[swift-evolution] Proposal: Universal dynamic dispatch for method calls

Kevin Ballard kevin at sb.org
Mon Dec 7 22:06:09 CST 2015

On Mon, Dec 7, 2015, at 07:45 PM, Paul Cantrell wrote:
> > Yes. Any time you're replacing a global function with a protocol
> > extension, to preserve the semantics [etc].
> Indeed, I (mistakenly?) took this to be the original rationale. It seems
> to me that, this case would be better served by some mechanism that makes
> the non-override intent explicit at the point of declaration.

There is already such a mechanism. It's the fact that the declaration
happens in an extension instead of in the original protocol.

> > I also disagree with the claim that the current rules are confusing.
> In college, my brilliant mathematician friend Fazil divided all problems
> into two categories: “impossible” and “trivial.” The difference was
> whether Fazil knew the answer. Several times, I saw him tied in knots at
> the whiteboard, and then a problem’s status would suddenly flip in a
> single aha moment: “This is impossible. Impossib– Wait, no this is
> trivial!” [starts erasing everything]
> Point is, everything seems obvious when it’s no longer confusing. I stand
> firm on my assertion that these rules are not obvious to those who
> haven’t already studied them carefully, and that a reshuffling that makes
> intent more explicit (and possibly allows dynamic dispatch in more
> circumstances) would prevent a lot of bugs out there in the wild.

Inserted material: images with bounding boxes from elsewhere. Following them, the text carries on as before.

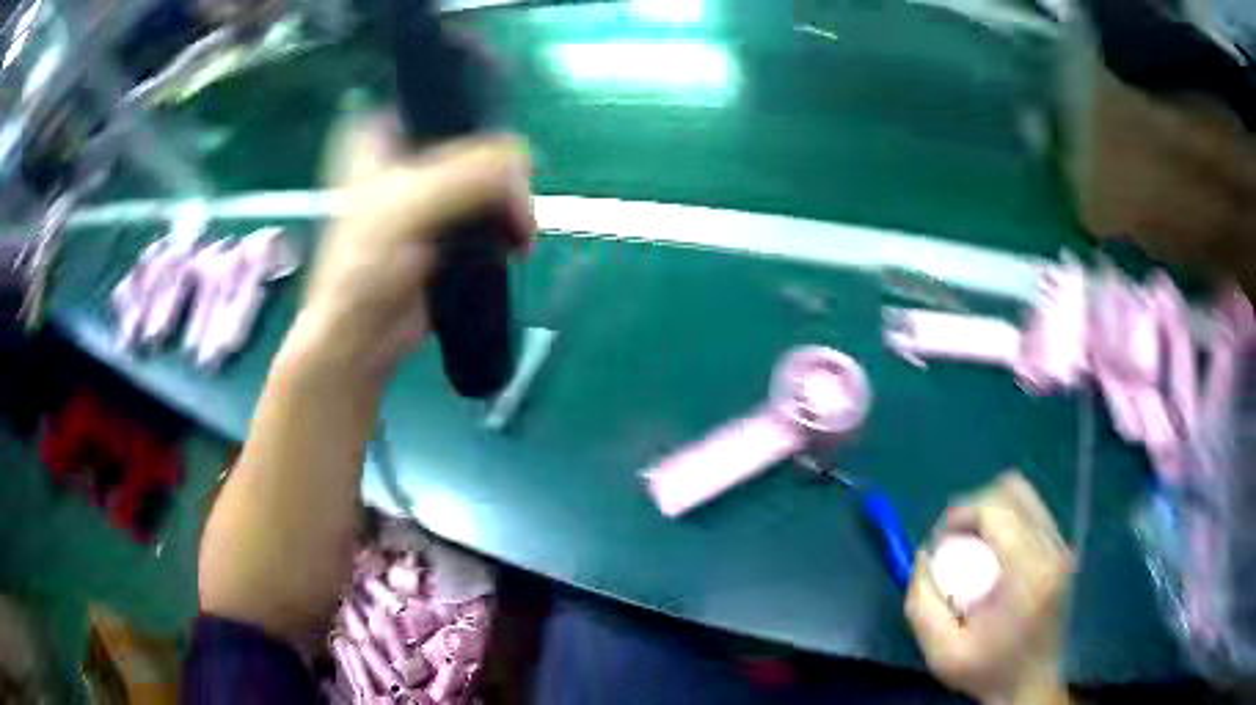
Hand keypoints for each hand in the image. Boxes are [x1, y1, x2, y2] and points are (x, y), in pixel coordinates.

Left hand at [296, 114, 533, 377]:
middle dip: (503, 174)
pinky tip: (516, 239)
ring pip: (487, 175)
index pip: (448, 104)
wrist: (360, 337)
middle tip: (518, 209)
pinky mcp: (444, 223)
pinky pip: (488, 206)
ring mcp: (426, 189)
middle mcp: (404, 153)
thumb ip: (471, 172)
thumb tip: (526, 162)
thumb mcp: (413, 204)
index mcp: (382, 132)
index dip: (483, 122)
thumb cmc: (364, 266)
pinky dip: (507, 220)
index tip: (505, 159)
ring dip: (510, 200)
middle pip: (477, 141)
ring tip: (520, 233)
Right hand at [906, 472, 1074, 704]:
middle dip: (976, 506)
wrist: (1031, 685)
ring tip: (974, 542)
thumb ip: (921, 604)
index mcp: (1029, 573)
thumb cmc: (989, 671)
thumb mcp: (942, 653)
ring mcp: (1062, 548)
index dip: (962, 510)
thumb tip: (923, 555)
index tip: (940, 538)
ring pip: (1026, 496)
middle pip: (1013, 491)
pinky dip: (1009, 520)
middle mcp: (1052, 550)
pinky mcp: (1064, 551)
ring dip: (993, 510)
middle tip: (955, 538)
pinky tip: (995, 552)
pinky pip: (1034, 513)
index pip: (997, 509)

I'm saying it's not confusing because there is an extremely simple rule
to determine whether method call through a protocol type allows
overriding (e.g. dynamic dispatch). And the rule is: Was the method
declared in the protocol? If it was, great! You get dynamic dispatch. If
it wasn't, there's no dynamic dispatch. The reason why this is confusing
to people is because nobody's clearly stating the rule.

I also disagree with the claim that changing this would prevent a lot of
bugs. I think it would introduce plenty of other bugs, because methods
in protocol extensions would start being unexpectedly overridden.

Dynamic dispatch in Swift is something that is opt-in, and it should
stay that way. The only implicit dynamic dispatch is methods/properties
on non-final classes can be overridden in subclasses, but that's an
explicit feature of classes (and still requires the `override` keyword
on the subclass method/property). Protocols of course have dynamic
dispatch, but only when used as protocol objects; it's still static
dispatch when used as generic type constraints (nitpick: the change
being discussed here also affects static method dispatch resolution in
specialization of generic functions, and lumping this under "dynamic
dispatch" is slightly misleading).

> If we must mix static and dynamic dispatch, I’d like to make sure every
> Swift programmer _chooses_ one instead of accidentally using it. I’m sure
> the language could do better on that front, given Joe’s comment about
> module-based scoping of names. I need to give this some more thought.

The language already makes you choose it today. If this is unclear to
people, then we need to perhaps work on how protocols and protocol
extensions are explained instead of further muddying the waters by
making things dynamically-dispatched that really don't need to be.